» **AIM OF THE TASK**: Your answer should hold all lines of the entries that include the word "forest".

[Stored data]
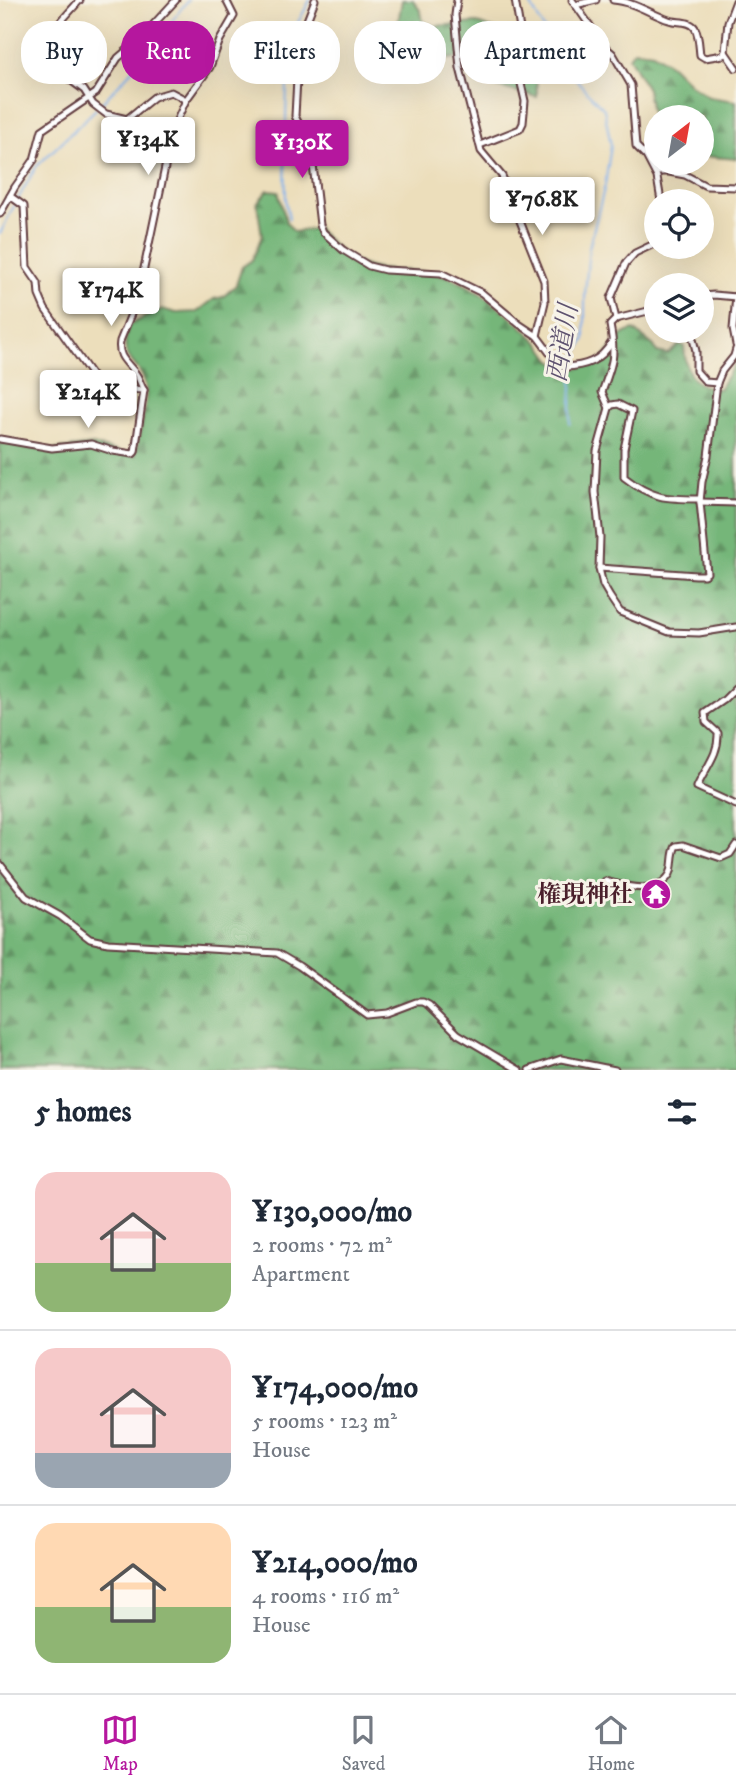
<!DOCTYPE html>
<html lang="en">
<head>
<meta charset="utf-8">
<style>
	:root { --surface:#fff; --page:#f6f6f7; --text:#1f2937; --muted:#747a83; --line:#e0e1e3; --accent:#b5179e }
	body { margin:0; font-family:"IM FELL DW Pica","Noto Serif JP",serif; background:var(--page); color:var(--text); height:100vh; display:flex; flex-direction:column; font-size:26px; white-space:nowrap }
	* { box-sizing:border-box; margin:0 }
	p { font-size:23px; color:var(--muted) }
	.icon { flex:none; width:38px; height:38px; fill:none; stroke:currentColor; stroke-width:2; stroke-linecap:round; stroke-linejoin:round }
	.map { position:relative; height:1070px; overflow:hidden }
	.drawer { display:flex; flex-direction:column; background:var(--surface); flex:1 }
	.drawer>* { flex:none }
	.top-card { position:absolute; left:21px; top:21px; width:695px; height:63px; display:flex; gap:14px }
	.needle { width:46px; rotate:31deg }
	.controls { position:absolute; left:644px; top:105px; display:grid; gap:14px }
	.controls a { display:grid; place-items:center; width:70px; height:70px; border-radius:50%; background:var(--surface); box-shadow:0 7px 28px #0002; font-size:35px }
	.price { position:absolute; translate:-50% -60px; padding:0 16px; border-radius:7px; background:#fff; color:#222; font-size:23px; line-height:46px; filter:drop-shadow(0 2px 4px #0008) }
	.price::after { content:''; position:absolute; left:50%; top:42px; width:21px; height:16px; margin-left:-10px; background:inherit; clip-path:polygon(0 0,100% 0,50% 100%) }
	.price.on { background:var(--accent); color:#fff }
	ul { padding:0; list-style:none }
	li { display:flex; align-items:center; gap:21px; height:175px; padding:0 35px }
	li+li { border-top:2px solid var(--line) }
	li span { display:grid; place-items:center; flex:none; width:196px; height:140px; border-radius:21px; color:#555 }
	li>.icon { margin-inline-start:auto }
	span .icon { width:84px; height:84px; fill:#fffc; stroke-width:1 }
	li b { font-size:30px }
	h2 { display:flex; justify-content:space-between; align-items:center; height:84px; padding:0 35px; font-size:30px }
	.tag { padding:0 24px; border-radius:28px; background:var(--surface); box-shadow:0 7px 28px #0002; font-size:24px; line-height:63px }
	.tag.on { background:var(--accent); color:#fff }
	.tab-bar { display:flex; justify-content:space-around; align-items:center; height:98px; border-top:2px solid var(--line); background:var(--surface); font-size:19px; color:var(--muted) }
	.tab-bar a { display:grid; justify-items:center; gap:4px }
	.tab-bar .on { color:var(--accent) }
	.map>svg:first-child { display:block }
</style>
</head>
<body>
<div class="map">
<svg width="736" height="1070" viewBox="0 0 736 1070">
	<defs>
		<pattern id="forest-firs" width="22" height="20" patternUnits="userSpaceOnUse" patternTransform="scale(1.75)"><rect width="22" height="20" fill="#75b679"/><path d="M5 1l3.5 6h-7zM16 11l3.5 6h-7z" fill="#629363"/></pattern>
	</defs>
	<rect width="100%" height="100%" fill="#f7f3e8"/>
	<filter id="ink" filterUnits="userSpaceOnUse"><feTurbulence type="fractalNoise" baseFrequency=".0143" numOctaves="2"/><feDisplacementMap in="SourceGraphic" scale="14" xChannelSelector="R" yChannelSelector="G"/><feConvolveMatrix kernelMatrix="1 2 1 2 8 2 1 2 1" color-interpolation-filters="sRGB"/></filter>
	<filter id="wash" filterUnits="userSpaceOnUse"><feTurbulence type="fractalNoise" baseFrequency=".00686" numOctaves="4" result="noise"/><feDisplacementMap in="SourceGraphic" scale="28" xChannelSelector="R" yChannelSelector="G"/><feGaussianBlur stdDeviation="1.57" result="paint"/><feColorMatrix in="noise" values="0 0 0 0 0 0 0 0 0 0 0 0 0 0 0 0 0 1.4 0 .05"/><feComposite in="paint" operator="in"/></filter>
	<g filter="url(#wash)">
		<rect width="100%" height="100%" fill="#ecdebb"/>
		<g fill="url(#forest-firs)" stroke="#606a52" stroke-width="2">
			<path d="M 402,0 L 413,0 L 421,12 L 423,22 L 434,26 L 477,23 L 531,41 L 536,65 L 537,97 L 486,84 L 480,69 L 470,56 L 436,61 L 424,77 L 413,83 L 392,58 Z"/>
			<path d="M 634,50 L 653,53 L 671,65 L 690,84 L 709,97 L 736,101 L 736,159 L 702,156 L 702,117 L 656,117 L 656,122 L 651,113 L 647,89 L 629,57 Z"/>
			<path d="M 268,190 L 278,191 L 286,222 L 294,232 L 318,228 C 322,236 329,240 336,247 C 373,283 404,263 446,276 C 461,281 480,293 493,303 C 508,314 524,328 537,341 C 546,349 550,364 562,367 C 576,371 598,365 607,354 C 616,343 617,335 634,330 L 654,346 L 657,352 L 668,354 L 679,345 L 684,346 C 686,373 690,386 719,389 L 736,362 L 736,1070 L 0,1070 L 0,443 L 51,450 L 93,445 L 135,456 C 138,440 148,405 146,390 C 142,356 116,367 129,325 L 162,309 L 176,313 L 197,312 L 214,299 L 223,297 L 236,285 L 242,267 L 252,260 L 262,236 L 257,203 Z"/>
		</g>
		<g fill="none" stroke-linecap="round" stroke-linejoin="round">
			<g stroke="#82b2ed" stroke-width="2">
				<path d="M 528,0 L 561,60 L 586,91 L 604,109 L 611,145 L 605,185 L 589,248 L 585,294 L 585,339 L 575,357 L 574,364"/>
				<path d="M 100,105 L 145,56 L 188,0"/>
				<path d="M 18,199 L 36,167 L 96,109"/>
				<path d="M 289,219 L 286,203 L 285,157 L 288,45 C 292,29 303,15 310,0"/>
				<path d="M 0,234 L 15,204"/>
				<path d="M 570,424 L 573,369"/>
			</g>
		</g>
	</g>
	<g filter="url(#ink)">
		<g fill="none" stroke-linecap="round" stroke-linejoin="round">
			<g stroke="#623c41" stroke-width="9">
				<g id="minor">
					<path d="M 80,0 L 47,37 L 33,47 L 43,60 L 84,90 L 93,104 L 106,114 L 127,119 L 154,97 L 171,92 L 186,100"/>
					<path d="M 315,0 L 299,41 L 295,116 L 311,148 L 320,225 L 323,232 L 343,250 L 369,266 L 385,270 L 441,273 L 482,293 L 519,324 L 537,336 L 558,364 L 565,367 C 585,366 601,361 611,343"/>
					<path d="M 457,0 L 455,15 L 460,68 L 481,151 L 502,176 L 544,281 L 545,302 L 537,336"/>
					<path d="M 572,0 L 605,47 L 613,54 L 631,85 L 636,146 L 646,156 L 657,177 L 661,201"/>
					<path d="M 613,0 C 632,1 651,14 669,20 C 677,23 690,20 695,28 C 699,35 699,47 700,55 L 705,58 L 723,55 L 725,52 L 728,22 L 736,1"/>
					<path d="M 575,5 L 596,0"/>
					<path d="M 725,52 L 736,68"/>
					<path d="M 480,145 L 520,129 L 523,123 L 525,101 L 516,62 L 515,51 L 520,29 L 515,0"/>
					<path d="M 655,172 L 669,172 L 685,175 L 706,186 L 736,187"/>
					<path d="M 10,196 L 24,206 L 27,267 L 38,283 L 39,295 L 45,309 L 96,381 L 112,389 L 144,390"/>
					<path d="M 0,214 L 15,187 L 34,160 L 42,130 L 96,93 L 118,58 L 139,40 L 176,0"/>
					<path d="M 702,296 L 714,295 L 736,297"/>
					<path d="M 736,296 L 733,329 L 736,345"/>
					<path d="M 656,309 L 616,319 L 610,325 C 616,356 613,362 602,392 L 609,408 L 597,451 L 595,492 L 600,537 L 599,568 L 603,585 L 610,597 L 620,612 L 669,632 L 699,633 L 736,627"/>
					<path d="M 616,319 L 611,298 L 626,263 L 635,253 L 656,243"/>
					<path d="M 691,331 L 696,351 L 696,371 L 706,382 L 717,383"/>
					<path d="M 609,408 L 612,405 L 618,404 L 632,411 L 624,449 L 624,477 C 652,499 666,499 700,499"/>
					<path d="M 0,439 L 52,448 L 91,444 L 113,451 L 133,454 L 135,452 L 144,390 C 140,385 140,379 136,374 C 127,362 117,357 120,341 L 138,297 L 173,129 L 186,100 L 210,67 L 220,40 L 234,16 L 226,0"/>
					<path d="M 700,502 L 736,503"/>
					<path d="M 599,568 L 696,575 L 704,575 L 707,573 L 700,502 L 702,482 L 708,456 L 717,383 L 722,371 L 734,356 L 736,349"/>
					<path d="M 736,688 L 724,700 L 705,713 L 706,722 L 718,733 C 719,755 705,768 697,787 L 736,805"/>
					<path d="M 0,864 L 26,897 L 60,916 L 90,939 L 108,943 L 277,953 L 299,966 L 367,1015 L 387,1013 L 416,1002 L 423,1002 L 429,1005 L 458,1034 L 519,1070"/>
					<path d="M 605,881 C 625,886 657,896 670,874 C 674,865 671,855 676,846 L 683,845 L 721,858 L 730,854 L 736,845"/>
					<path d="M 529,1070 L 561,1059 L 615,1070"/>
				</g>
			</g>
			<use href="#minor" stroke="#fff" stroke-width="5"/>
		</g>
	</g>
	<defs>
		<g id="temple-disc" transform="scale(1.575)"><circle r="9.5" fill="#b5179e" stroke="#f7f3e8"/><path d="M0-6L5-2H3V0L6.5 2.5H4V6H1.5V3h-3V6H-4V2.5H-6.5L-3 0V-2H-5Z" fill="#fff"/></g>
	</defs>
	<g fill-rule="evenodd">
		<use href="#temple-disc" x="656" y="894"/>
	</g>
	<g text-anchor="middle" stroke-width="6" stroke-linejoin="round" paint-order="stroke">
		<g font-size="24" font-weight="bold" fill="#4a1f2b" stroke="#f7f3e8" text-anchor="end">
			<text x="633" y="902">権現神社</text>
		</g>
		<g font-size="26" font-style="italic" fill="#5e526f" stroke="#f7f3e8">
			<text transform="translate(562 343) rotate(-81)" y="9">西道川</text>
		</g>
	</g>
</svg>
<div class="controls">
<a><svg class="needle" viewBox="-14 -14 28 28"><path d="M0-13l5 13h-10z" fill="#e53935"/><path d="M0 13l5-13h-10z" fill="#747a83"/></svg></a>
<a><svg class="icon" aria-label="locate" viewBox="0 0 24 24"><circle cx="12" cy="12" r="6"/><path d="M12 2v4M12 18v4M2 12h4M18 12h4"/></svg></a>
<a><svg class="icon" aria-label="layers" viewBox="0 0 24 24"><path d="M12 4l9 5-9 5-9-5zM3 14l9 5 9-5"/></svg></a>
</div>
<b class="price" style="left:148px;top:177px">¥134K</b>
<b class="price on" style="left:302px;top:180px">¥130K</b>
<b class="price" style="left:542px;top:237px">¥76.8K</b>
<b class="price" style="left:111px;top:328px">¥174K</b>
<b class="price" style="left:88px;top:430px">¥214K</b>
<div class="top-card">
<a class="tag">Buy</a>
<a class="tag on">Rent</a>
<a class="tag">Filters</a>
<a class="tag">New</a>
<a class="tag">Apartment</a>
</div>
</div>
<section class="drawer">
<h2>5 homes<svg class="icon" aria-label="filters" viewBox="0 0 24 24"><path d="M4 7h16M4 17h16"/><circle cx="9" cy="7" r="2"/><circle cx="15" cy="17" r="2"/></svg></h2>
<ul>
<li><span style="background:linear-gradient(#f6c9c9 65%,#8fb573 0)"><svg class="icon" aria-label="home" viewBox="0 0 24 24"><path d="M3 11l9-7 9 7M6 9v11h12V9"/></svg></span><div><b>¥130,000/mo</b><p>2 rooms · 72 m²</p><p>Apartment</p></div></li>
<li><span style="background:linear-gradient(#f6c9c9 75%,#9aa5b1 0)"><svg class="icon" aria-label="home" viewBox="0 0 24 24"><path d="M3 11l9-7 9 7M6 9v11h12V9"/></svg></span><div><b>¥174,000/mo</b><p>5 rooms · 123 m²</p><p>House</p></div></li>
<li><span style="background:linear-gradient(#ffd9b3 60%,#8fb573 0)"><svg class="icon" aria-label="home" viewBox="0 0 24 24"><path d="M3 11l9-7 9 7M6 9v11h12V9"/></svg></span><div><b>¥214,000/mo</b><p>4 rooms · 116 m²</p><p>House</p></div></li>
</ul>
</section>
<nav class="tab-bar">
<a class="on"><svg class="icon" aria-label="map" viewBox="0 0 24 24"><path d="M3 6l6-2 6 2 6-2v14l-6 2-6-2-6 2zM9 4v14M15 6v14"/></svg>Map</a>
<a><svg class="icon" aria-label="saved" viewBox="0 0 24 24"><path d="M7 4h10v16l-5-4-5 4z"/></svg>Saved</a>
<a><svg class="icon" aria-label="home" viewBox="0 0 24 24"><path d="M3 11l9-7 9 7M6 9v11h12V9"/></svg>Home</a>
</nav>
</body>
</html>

» **TASK SOLUTION**:
		<pattern id="forest-firs" width="22" height="20" patternUnits="userSpaceOnUse" patternTransform="scale(1.75)"><rect width="22" height="20" fill="#75b679"/><path d="M5 1l3.5 6h-7zM16 11l3.5 6h-7z" fill="#629363"/></pattern>
		<g fill="url(#forest-firs)" stroke="#606a52" stroke-width="2">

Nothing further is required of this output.